[[ RECORDS FOR THE TASK, beginning ]]
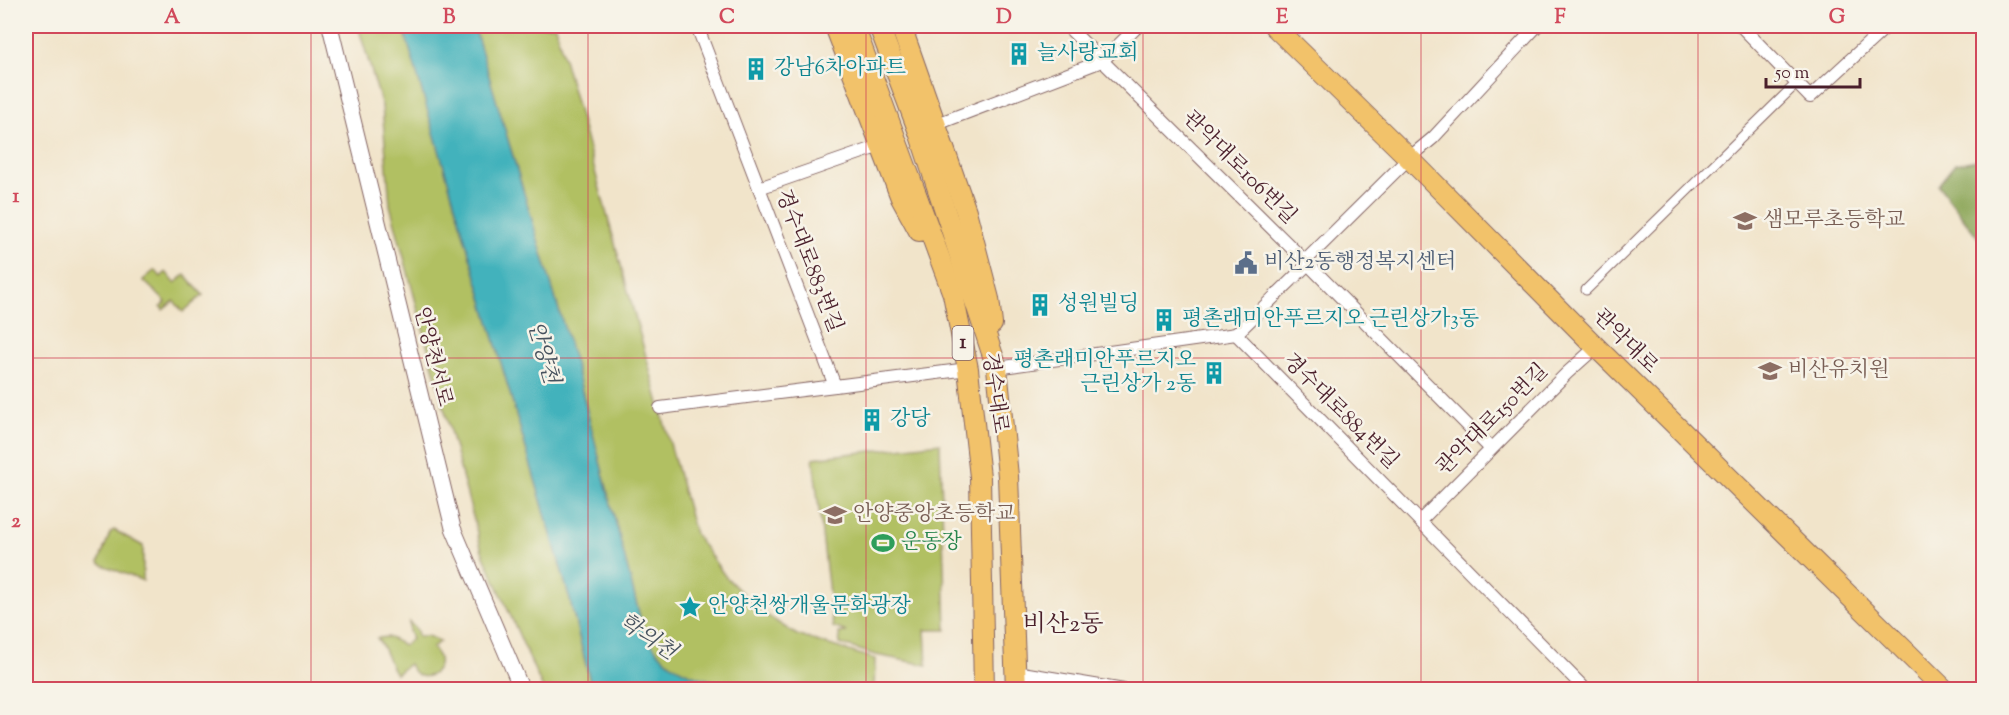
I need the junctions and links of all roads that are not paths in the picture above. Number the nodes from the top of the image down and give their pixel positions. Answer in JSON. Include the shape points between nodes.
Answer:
{"nodes":[{"id":1,"x":330,"y":26,"type":"edge"},
{"id":2,"x":697,"y":26,"type":"edge"},
{"id":3,"x":835,"y":26,"type":"edge"},
{"id":4,"x":854,"y":26,"type":"edge"},
{"id":5,"x":879,"y":26,"type":"edge"},
{"id":6,"x":901,"y":26,"type":"edge"},
{"id":7,"x":1067,"y":26,"type":"edge"},
{"id":8,"x":1138,"y":26,"type":"edge"},
{"id":9,"x":1275,"y":26,"type":"edge"},
{"id":10,"x":1538,"y":26,"type":"edge"},
{"id":11,"x":1741,"y":26,"type":"edge"},
{"id":12,"x":1887,"y":26,"type":"edge"},
{"id":13,"x":1102,"y":61,"type":"junction"},
{"id":14,"x":1797,"y":83,"type":"junction"},
{"id":15,"x":937,"y":124,"type":"junction"},
{"id":16,"x":880,"y":146,"type":"junction"},
{"id":17,"x":1409,"y":158,"type":"junction"},
{"id":18,"x":759,"y":188,"type":"junction"},
{"id":19,"x":1307,"y":263,"type":"junction"},
{"id":20,"x":1586,"y":290,"type":"dead end"},
{"id":21,"x":953,"y":294,"type":"junction"},
{"id":22,"x":1236,"y":334,"type":"junction"},
{"id":23,"x":1596,"y":347,"type":"junction"},
{"id":24,"x":969,"y":369,"type":"junction"},
{"id":25,"x":997,"y":369,"type":"junction"},
{"id":26,"x":836,"y":386,"type":"junction"},
{"id":27,"x":660,"y":408,"type":"dead end"},
{"id":28,"x":1491,"y":449,"type":"junction"},
{"id":29,"x":1420,"y":522,"type":"junction"},
{"id":30,"x":1016,"y":681,"type":"edge"},
{"id":31,"x":984,"y":683,"type":"edge"},
{"id":32,"x":522,"y":690,"type":"edge"},
{"id":33,"x":1124,"y":690,"type":"edge"},
{"id":34,"x":1586,"y":690,"type":"edge"},
{"id":35,"x":1945,"y":690,"type":"edge"}],
"edges":[{"from":1,"to":32,"type":"street","name":"안양천서로","via":[[453,528]]},
{"from":2,"to":18,"type":"street","name":"경수대로883번길"},
{"from":3,"to":16,"type":"main road"},
{"from":4,"to":21,"type":"main road","name":"경수대로","number":"1"},
{"from":5,"to":25,"type":"main road","name":"경수대로","number":"1","via":[[919,132]]},
{"from":6,"to":15,"type":"main road"},
{"from":7,"to":13,"type":"street","name":"관악대로106번길"},
{"from":8,"to":13,"type":"street"},
{"from":9,"to":17,"type":"main road","name":"관악대로"},
{"from":10,"to":17,"type":"street","via":[[1433,138]]},
{"from":11,"to":14,"type":"street"},
{"from":12,"to":14,"type":"street","via":[[1810,97]]},
{"from":13,"to":15,"type":"street"},
{"from":13,"to":19,"type":"street","name":"관악대로106번길"},
{"from":14,"to":20,"type":"street"},
{"from":15,"to":25,"type":"main road","via":[[966,211],[989,299]]},
{"from":16,"to":18,"type":"street"},
{"from":16,"to":21,"type":"main road","via":[[901,198]]},
{"from":17,"to":19,"type":"street"},
{"from":17,"to":23,"type":"main road","name":"관악대로"},
{"from":18,"to":26,"type":"street","name":"경수대로883번길"},
{"from":19,"to":22,"type":"street"},
{"from":19,"to":28,"type":"street","name":"관악대로106번길"},
{"from":21,"to":24,"type":"main road","name":"경수대로","number":"1"},
{"from":22,"to":25,"type":"street"},
{"from":22,"to":29,"type":"street","name":"경수대로884번길"},
{"from":23,"to":28,"type":"street","name":"관악대로150번길"},
{"from":23,"to":35,"type":"main road","name":"관악대로"},
{"from":24,"to":26,"type":"street"},
{"from":24,"to":31,"type":"main road","name":"경수대로","number":"1","via":[[980,477]]},
{"from":25,"to":30,"type":"main road","name":"경수대로","number":"1","via":[[1008,476]]},
{"from":26,"to":27,"type":"street"},
{"from":28,"to":29,"type":"street","name":"관악대로150번길"},
{"from":29,"to":34,"type":"street","name":"경수대로884번길"},
{"from":30,"to":33,"type":"street"}]}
[[ RECORDS FOR THE TASK, end ]]
## [INSTRUCTIONS FOR THE TASK]
Answer with a number only: how many lines above include the word "dead"?

## [OUTPUT]
2